- Opening Delimiter -
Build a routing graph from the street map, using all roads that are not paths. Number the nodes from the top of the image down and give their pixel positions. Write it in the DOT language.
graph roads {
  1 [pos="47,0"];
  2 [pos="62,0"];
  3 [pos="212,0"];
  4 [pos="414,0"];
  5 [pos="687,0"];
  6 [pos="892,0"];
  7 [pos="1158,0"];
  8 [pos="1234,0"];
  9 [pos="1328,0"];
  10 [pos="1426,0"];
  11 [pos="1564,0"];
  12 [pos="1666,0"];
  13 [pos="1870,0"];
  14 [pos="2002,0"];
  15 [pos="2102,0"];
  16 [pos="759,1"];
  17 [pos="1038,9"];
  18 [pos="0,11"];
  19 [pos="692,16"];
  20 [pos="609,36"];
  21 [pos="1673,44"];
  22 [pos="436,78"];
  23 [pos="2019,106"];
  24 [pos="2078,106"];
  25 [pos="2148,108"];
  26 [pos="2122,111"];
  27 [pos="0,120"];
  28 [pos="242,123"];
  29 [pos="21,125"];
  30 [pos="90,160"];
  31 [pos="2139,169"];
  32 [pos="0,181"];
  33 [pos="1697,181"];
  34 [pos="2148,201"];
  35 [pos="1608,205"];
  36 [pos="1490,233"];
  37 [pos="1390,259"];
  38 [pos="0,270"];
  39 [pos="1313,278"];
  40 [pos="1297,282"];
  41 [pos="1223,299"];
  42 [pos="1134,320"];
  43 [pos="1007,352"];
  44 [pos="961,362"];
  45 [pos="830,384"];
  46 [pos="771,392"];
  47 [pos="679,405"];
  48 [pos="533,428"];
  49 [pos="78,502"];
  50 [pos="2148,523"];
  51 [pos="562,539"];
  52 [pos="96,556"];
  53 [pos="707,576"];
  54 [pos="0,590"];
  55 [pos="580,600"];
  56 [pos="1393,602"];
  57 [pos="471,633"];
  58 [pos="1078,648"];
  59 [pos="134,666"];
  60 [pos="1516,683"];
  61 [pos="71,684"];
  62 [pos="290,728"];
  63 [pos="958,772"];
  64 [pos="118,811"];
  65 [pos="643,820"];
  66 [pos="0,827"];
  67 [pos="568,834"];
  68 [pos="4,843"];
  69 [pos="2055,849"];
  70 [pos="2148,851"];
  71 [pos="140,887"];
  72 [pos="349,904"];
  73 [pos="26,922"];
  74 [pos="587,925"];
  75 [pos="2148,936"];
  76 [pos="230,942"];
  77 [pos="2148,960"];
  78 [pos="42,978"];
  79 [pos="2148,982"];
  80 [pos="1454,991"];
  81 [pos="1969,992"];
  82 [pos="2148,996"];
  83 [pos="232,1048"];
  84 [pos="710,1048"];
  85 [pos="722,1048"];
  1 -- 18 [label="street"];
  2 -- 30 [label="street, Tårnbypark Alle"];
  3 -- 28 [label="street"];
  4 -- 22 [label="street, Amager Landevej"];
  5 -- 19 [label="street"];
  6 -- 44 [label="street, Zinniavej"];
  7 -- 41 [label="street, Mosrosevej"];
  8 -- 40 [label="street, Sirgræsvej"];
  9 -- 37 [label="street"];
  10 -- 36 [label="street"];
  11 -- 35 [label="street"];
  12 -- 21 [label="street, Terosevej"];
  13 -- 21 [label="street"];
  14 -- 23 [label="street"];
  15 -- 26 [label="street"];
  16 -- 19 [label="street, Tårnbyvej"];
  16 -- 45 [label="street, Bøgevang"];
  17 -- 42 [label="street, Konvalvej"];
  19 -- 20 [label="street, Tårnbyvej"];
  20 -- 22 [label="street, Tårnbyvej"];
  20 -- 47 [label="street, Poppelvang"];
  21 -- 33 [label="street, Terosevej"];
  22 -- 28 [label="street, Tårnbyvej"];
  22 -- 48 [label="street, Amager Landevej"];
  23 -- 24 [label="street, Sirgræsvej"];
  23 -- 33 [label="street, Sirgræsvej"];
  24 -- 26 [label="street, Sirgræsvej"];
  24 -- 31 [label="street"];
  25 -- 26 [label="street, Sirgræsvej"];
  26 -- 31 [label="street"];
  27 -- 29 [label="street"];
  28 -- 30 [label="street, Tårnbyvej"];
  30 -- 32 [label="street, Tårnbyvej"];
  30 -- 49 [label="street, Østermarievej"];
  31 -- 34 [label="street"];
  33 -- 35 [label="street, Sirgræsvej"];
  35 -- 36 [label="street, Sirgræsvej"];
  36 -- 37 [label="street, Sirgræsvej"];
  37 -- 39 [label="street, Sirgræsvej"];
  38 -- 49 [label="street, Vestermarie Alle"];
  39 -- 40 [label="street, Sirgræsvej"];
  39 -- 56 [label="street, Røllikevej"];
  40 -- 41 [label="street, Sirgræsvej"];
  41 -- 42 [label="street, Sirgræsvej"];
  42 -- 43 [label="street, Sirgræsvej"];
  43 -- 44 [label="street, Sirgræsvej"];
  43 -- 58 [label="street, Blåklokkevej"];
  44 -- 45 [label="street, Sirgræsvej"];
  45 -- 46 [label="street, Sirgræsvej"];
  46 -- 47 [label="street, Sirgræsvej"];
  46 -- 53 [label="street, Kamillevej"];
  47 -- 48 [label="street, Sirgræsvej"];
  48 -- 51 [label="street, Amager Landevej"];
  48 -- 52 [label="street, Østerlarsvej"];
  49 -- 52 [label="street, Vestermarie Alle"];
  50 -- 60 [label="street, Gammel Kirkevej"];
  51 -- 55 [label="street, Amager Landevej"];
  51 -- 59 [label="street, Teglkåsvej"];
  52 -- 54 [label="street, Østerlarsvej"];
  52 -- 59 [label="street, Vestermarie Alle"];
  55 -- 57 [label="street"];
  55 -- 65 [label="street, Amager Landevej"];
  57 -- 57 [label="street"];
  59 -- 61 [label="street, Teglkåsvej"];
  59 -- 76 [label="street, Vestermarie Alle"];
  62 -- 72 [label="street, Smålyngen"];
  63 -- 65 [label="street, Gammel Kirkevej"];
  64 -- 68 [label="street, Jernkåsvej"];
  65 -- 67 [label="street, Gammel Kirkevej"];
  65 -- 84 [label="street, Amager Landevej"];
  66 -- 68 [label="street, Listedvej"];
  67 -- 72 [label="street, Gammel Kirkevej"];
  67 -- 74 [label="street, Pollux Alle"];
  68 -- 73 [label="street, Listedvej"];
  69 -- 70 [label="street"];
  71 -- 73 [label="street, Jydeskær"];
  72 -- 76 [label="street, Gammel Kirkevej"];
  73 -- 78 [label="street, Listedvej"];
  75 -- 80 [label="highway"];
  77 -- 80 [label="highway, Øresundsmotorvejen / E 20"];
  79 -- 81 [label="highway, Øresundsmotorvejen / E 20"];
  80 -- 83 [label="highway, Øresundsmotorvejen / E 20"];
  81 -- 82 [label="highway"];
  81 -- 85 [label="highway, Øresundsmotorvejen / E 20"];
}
- Closing Delimiter -
- Opening Delimiter -
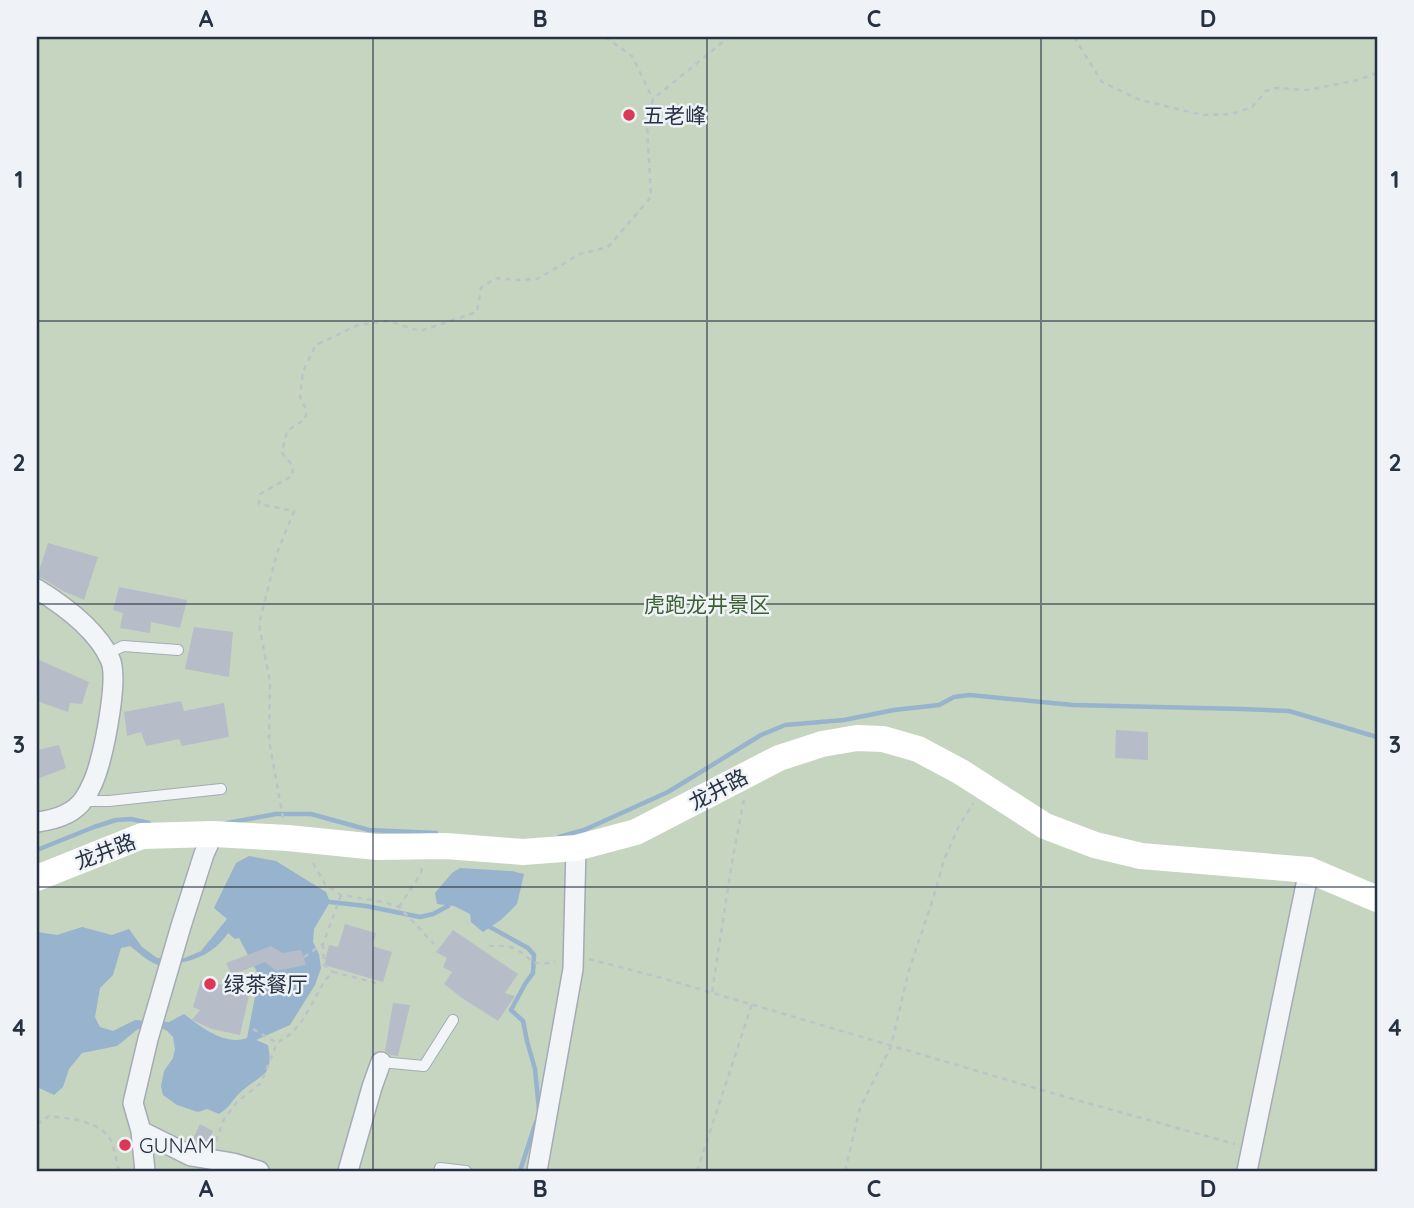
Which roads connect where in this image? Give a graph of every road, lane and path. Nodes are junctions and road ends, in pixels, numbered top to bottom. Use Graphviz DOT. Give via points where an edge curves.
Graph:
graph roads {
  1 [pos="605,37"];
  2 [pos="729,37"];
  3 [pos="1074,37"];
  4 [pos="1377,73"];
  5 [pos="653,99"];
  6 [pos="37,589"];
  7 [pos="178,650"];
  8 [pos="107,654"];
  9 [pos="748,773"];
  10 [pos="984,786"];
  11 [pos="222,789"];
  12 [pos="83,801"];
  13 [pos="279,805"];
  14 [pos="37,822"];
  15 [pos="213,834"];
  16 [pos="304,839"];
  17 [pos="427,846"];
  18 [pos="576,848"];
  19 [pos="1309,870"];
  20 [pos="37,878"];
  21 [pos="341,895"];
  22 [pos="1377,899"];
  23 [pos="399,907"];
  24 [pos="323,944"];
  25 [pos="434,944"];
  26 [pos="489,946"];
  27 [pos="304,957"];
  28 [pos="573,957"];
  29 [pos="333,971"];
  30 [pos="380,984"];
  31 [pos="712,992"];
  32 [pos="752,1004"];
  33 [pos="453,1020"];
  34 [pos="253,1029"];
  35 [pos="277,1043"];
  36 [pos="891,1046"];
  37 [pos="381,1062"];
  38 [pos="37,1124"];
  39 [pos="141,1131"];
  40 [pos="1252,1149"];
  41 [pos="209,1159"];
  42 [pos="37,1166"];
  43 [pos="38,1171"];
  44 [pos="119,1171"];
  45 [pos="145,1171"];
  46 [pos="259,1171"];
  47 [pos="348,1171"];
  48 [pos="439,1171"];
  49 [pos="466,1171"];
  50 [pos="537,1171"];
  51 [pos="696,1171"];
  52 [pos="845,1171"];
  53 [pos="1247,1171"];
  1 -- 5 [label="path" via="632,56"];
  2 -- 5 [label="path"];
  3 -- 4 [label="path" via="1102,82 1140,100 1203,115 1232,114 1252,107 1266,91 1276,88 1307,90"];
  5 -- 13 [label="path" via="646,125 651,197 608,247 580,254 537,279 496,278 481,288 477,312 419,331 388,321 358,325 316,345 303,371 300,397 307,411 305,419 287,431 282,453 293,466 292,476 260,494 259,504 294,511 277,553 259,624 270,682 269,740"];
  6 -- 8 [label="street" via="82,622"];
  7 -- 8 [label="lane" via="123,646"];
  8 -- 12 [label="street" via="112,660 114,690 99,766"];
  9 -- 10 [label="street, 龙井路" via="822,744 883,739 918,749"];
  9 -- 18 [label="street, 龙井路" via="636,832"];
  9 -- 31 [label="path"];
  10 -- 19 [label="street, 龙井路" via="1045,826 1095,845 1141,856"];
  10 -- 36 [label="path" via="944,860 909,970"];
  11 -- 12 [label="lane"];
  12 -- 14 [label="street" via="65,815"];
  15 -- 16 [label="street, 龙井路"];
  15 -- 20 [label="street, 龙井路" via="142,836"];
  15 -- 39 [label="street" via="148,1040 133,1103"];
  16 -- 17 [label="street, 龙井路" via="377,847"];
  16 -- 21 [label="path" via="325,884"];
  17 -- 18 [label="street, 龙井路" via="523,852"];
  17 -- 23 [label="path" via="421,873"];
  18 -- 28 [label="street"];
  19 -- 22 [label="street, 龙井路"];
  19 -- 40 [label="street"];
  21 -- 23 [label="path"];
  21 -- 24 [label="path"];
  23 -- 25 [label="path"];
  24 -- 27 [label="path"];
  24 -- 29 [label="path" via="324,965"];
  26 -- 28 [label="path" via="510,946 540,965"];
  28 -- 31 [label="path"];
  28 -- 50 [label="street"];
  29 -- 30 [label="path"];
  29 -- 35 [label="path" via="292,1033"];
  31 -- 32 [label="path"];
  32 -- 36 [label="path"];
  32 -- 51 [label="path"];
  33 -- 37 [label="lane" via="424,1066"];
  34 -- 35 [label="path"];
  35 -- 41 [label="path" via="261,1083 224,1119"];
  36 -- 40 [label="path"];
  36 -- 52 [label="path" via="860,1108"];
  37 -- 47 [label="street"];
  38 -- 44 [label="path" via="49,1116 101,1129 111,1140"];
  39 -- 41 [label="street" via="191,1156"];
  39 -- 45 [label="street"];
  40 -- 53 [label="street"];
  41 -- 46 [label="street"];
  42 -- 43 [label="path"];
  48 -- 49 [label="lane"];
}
- Closing Delimiter -
Work through the records line by line and tally those holding "Øresundsmotorvejen". Reply with the number alone.

4